Spring is a time for new beginnings, exploring and embracing the outdoors, and finding new hobbies. It is also a great time to get back into reading. In anticipation of warm weather and beach reads, we asked local Indy booksellers to share their springtime recommendations. From highlighting Indiana authors, to sharing excitement for upcoming book releases, they covered just about everything you could hope for in a springtime book collection.
About the Booksellers
Amethyst Jones (she/her)
Digital Creator at Ujamaa Community Bookstore
Amethyst Jones loves reading everything from fiction to poetry. Her current favorite sub-genre is Ujamaa’s social justice section. Ujamaa Community Bookstore opened on Juneteenth 2021 with the goal of featuring black owned businesses and authors, supporting small businesses, and hosting events for the community.
On May 31, 2025, Ujamaa Community Bookstore will be opening a bookshelf inside of Mochi Joy that will be a permanent display within the store. To celebrate the opening of this collaboration, they will also be hosting a book fair that partners with a few small businesses. Jones said they hope to expand the business of including bookshelves in local stores, and that they are excited for this partnership.
Brooke Heffernan (she/her)
Co-owner of Chapter Book Lounge
Brooke Heffernan and Jen Todderud opened Chapter Book lounge in October 2024. They offer a twist on the classic bookstore by selling cocktails and coffee while also offering a variety of events and book clubs for customers to partake in. Heffernan described the store as having a ‘Moody Academia’ vibe that acts as a comfortable community space.

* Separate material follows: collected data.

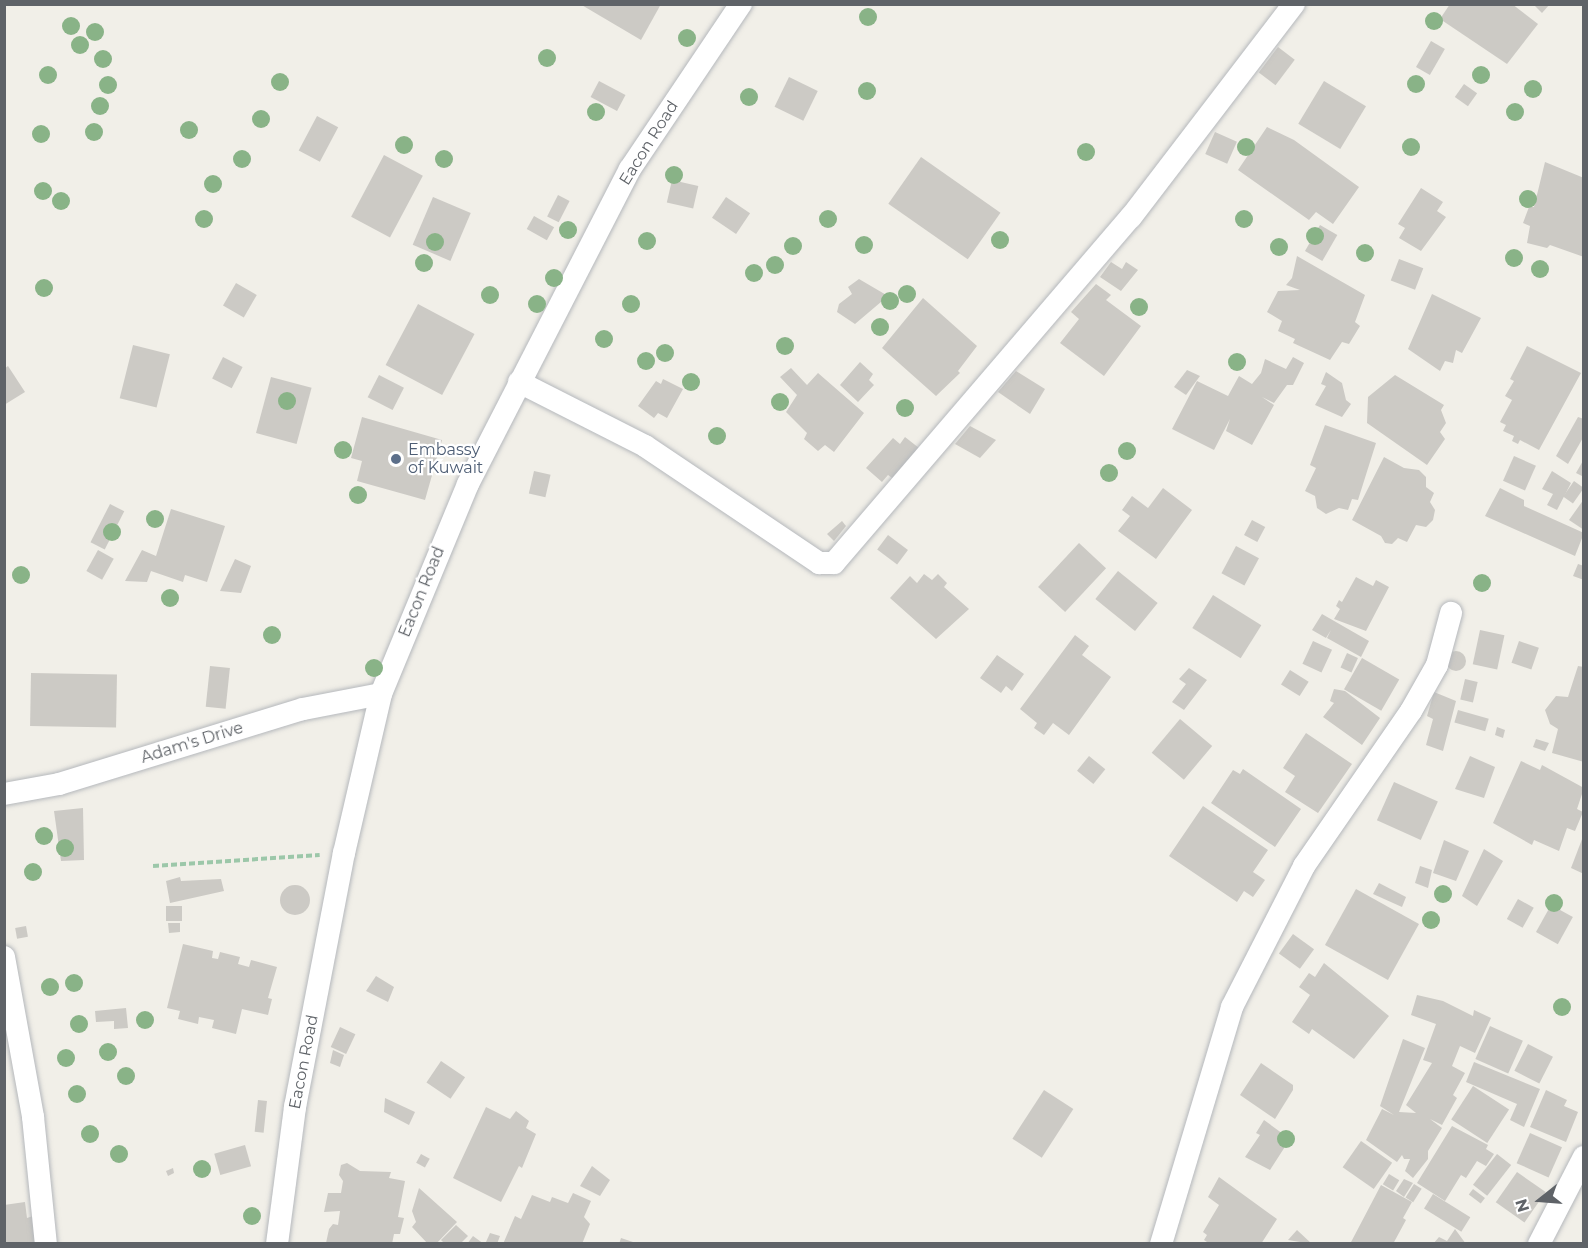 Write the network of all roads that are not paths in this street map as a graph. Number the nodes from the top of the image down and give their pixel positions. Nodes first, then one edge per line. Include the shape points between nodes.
1 (741, 4) edge
2 (1294, 4) edge
3 (519, 382) junction
4 (1451, 613) dead end
5 (381, 694) junction
6 (4, 794) edge
7 (4, 957) edge
8 (1584, 1156) edge
9 (46, 1244) edge
10 (277, 1244) edge
11 (1161, 1244) edge
12 (1539, 1244) edge

1 - 3 street, Eacon Road via 630,168 584,265
2 - 3 street via 1131,218 834,563 819,562 645,446
3 - 5 street, Eacon Road via 427,575
4 - 11 street via 1432,674 1411,711 1304,866 1232,1007
5 - 6 street, Adam's Drive via 303,709 69,781
5 - 10 street, Eacon Road via 344,854 295,1107
7 - 9 street via 33,1117
8 - 12 street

Once the weather warms up, Chapter Book Lounge will be opening a new patio space along with a new springtime menu featuring new drinks for customers to enjoy while lounging outside.
Dominique Weldon (she/her)
Bookseller at The Whispering Shelf
Dominique Weldon is a fan of all things literary fiction, horror, gothic literature, and graphic novels. Weldon also described the store as a welcoming space with a variety of genres and types of literature; essentially, there is something for everyone at The Whispering Shelf. With seating options in different rooms and space for people to hang out, it is a great place to find new bookish-friends and get involved in the Indianapolis community.

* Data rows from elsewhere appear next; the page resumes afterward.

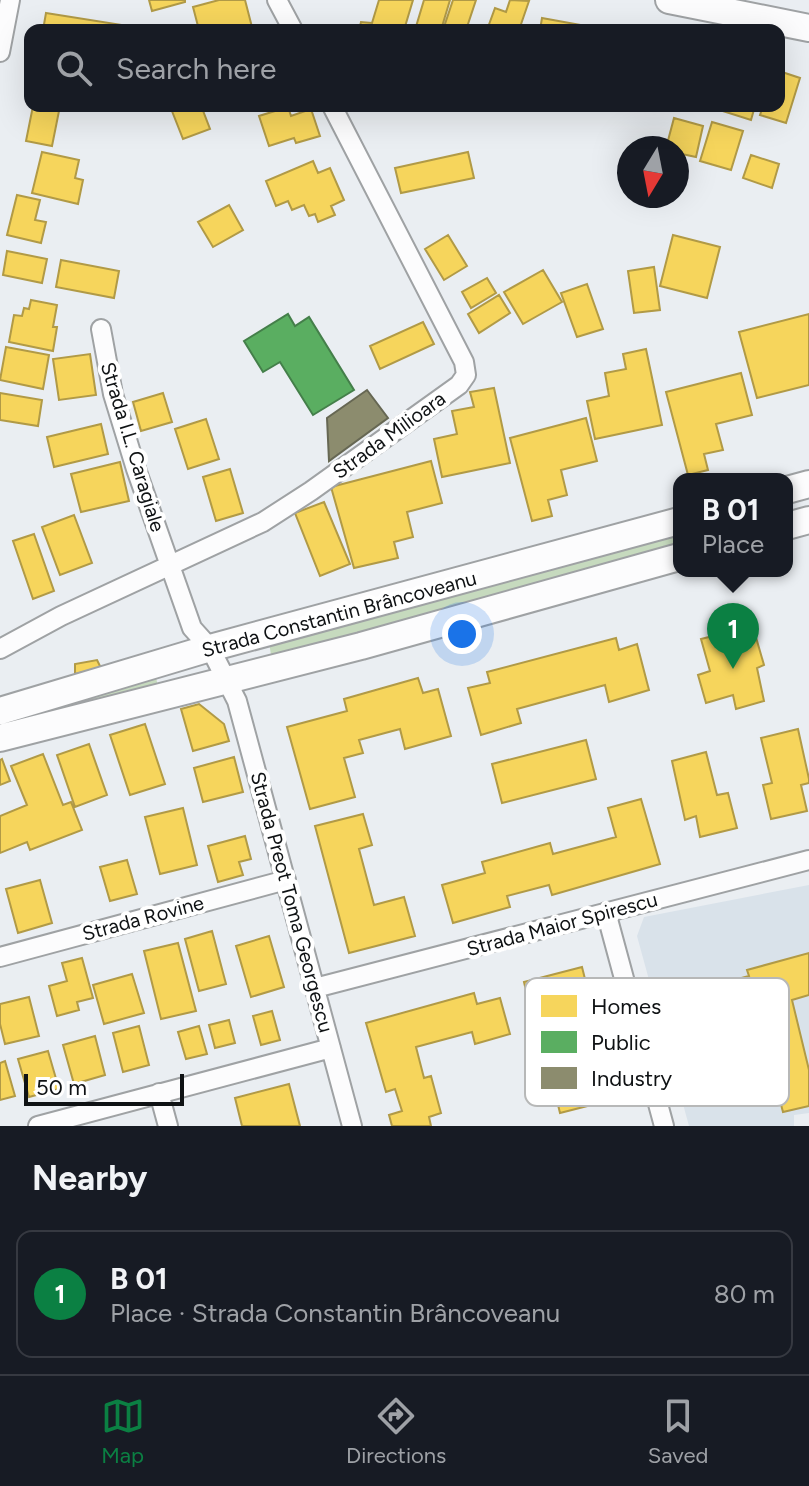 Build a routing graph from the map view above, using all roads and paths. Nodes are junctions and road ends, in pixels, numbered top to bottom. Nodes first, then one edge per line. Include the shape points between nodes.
1 (10, 0) edge
2 (277, 0) edge
3 (669, 0) edge
4 (290, 24) edge
5 (809, 28) edge
6 (0, 48) edge
7 (335, 112) edge
8 (101, 329) dead end
9 (673, 523) edge
10 (673, 559) edge
11 (169, 564) junction
12 (210, 648) junction
13 (0, 649) edge
14 (226, 681) junction
15 (0, 711) edge
16 (0, 738) edge
17 (809, 860) edge
18 (286, 880) junction
19 (606, 912) junction
20 (0, 957) edge
21 (624, 978) edge
22 (315, 988) junction
23 (331, 1048) junction
24 (159, 1093) junction
25 (659, 1106) edge
26 (38, 1126) edge
27 (168, 1126) edge
28 (352, 1126) edge
29 (664, 1126) edge

1 - 6 street
2 - 4 street
3 - 5 main road
7 - 11 street, Strada Milioara via 464,362 466,375 290,506
8 - 11 street, Strada I.L. Caragiale via 113,394
9 - 12 main road, Strada Constantin Brâncoveanu
10 - 14 main road, Strada Constantin Brâncoveanu
11 - 12 street via 192,628
11 - 13 street, Strada Milioara
12 - 14 street
12 - 15 main road, Strada Constantin Brâncoveanu
14 - 16 main road, Strada Constantin Brâncoveanu
14 - 18 street, Strada Preot Toma Georgescu via 237,701
17 - 19 street, Strada Maior Spirescu
18 - 20 street, Strada Rovine
18 - 22 street, Strada Preot Toma Georgescu
19 - 21 street
19 - 22 street, Strada Maior Spirescu
22 - 23 street, Strada Preot Toma Georgescu
23 - 24 street
23 - 28 street, Strada Preot Toma Georgescu
24 - 26 street
24 - 27 street
25 - 29 street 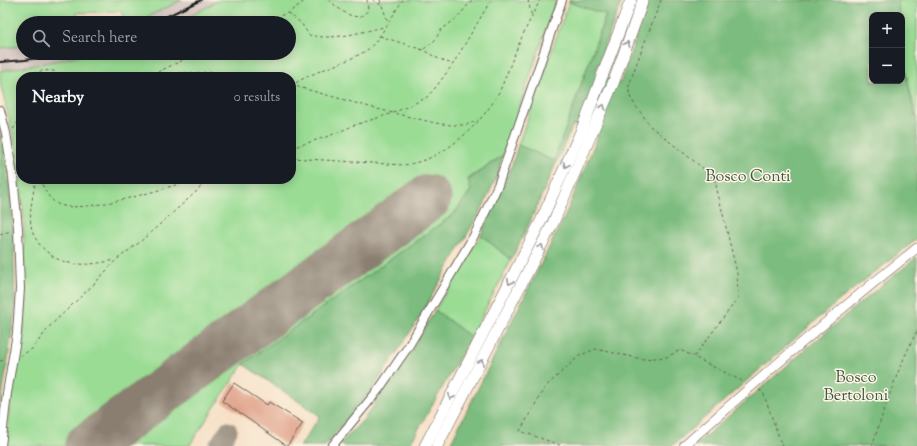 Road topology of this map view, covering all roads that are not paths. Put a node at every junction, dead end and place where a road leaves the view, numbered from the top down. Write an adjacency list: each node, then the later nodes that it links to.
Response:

Springtime Reading Recommendations

“TOMORROW, AND TOMORROW, AND TOMORROW”
Recommended by Dominique Weldon
“TOMORROW, AND TOMORROW, AND TOMORROW”, a 2022 novel by Gabrielle Zevin and Book of the Year Nominee, is an exhilarating novel about relationships, failure, and redemption. The novel follows Sam and Sadie, two friends who begin a video game company together. Almost overnight, the two find success and are launched into stardom. The success of their company brings them fame and joy, but also tragedy, and regret. This intricate and imaginative novel explores identity, disability, and the need for human connection; and while it may be a love story, it is so much more than that.

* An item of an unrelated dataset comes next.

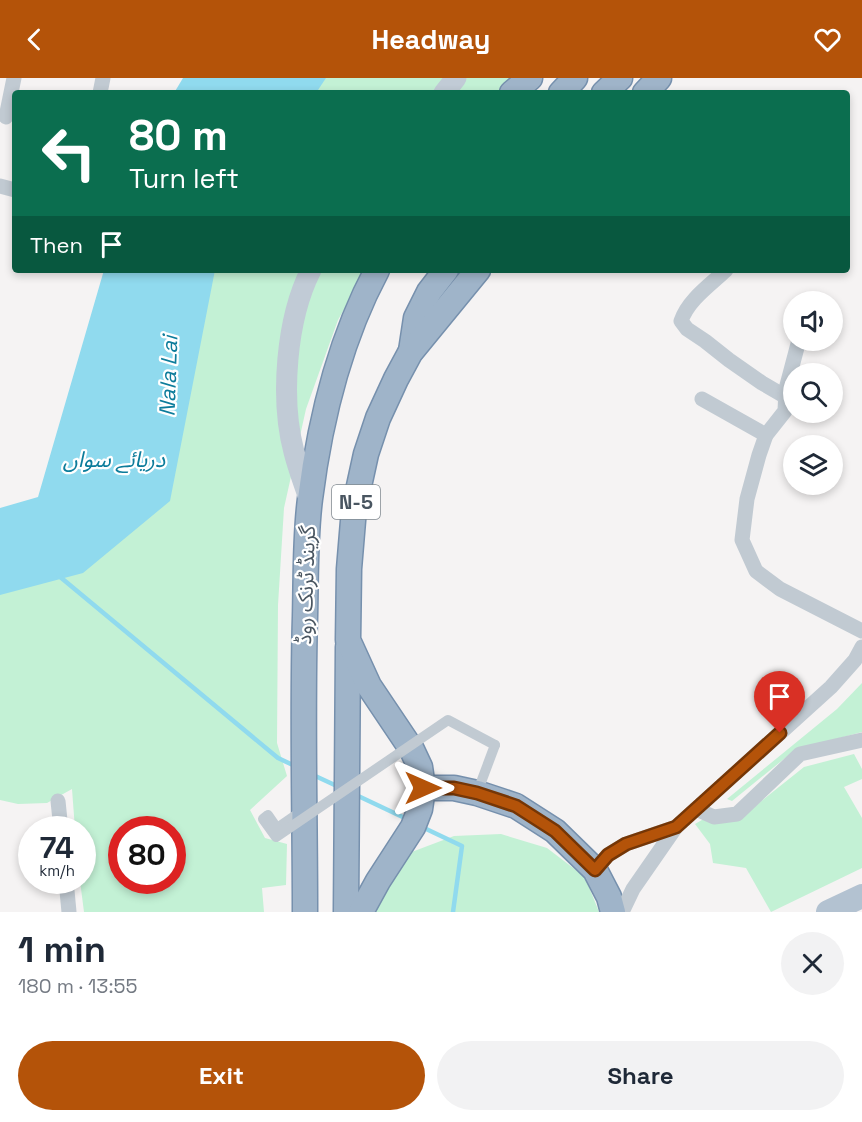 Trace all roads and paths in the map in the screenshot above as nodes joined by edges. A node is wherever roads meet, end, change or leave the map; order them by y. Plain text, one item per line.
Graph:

“I’d recommend it because it’s a very intimate look at relationships, electronic relationships, and romantic relationships, which I think is very relatable to being human, because our connections with other people are what get us through life,” Weldon said. “It’s about two friends that work together to make a video game, but it’s more about just people coming together to create something, which is something I feel like a lot of people can relate to, whether creating art or music or writing poetry, but it’s something that’s very human and the book examines the struggles that come with working and making something that you care about deeply.”

“Hello Beautiful”
Recommended by Brooke Heffernan
“Hello Beautiful” is a vibrant, tender, and moving story about choosing to love someone for who they truly are despite their past. William Waters, a brooding college basketball star moves across the country to escape his tragic past when he finds warmth and comfort in Julia Padvano, a spirited, ambitious, and courageous young woman and her family, specifically her three sisters. Julia and her sisters are inseparable, but they welcome William as Julia’s boyfriend into the family with open arms and a chaotic household. Their whirlwind of an adventure doesn’t end when old wounds resurface, but it does shatter the tight-knit world they have created together and cracks the loyalty that the sisters have to one another. “Hello Beautiful” is a heartfelt saga of love, loss and the messy magic of a chosen family.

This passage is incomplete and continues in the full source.